Cook Time: ~25 min
2 avocados, halved, peeled, and pitted
Cajun seasoning, plus 1 Tbsp
2 Tbsp canola oil
2 Tbsp apple cider vinegar
¼ small red onion, minced
1 tomato diced
1lb shrimp, peeled and deveined
4 6-inch pieces French bread loaf, halved
4 leaves romaine lettuce, sliced into ribbons
Mayonnaise or other spread
1. Heat oil non-stick pan over high heat. Coat the avocado halves in Cajun seasoning. Add avocados and sear until blackened on both sides, 2 to 3 minutes per side. Remove the avocadoes from the pan, allow to cool slightly, dice into 1-inch pieces, and then lightly toss with the apple cider vinegar, red onion, and diced tomato. Set aside.

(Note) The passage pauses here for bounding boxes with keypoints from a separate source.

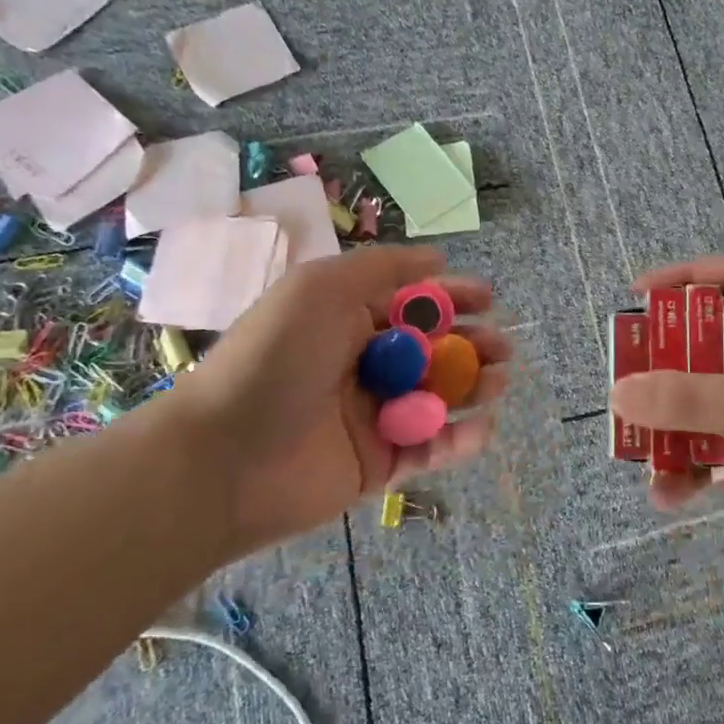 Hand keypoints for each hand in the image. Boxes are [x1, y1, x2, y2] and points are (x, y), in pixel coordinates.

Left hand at [163, 246, 509, 549]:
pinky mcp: (378, 464)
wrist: (223, 458)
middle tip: (500, 347)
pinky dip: (459, 438)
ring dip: (474, 386)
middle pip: (433, 349)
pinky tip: (480, 426)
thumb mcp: (321, 288)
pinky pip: (429, 448)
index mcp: (348, 320)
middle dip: (471, 344)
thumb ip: (382, 268)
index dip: (452, 297)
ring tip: (498, 380)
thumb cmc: (275, 358)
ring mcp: (372, 416)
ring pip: (438, 397)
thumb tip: (437, 259)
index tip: (488, 298)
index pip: (412, 304)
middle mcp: (363, 364)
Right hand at [609, 257, 723, 628]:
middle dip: (671, 359)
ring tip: (638, 442)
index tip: (638, 294)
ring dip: (677, 421)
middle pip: (716, 342)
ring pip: (715, 400)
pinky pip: (723, 450)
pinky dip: (695, 466)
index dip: (687, 279)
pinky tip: (668, 492)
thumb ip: (695, 400)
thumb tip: (621, 391)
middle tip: (629, 374) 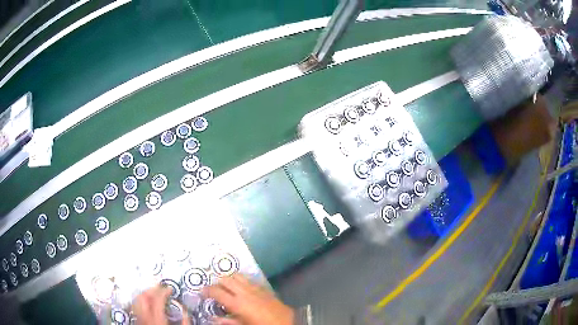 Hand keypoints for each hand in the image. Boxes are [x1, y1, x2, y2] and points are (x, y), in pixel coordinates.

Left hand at [133, 285, 189, 324]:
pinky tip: (147, 304)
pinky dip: (140, 302)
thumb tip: (185, 312)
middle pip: (143, 297)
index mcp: (157, 319)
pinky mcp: (137, 322)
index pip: (157, 299)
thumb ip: (184, 323)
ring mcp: (139, 319)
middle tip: (159, 288)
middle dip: (151, 289)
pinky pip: (135, 307)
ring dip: (144, 294)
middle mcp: (145, 317)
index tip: (169, 288)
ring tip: (152, 293)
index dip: (163, 291)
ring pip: (136, 301)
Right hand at [203, 274, 293, 324]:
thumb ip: (229, 322)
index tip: (202, 293)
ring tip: (225, 286)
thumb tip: (214, 319)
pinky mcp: (263, 287)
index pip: (216, 292)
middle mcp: (244, 292)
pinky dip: (240, 280)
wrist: (287, 323)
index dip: (207, 291)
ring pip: (236, 275)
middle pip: (225, 279)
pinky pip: (248, 279)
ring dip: (228, 279)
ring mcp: (254, 288)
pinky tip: (240, 286)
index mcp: (237, 303)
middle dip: (217, 283)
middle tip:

2. Preheat your grill to direct, high heat. (A grill pan will work if you’re cooking indoors.) In a small bowl, combine the shrimp and Cajun seasoning and mix until well coated. Place the shrimp on well-oiled grill grates and grill until pink and cooked through, 2 to 3 minutes on each side.
3. Spread mayonnaise on each halved French bread loaf. Top with a tomato slice each, 4 shrimp, equal amounts of the avocado relish, and shredded lettuce. Makes 4 sandwiches.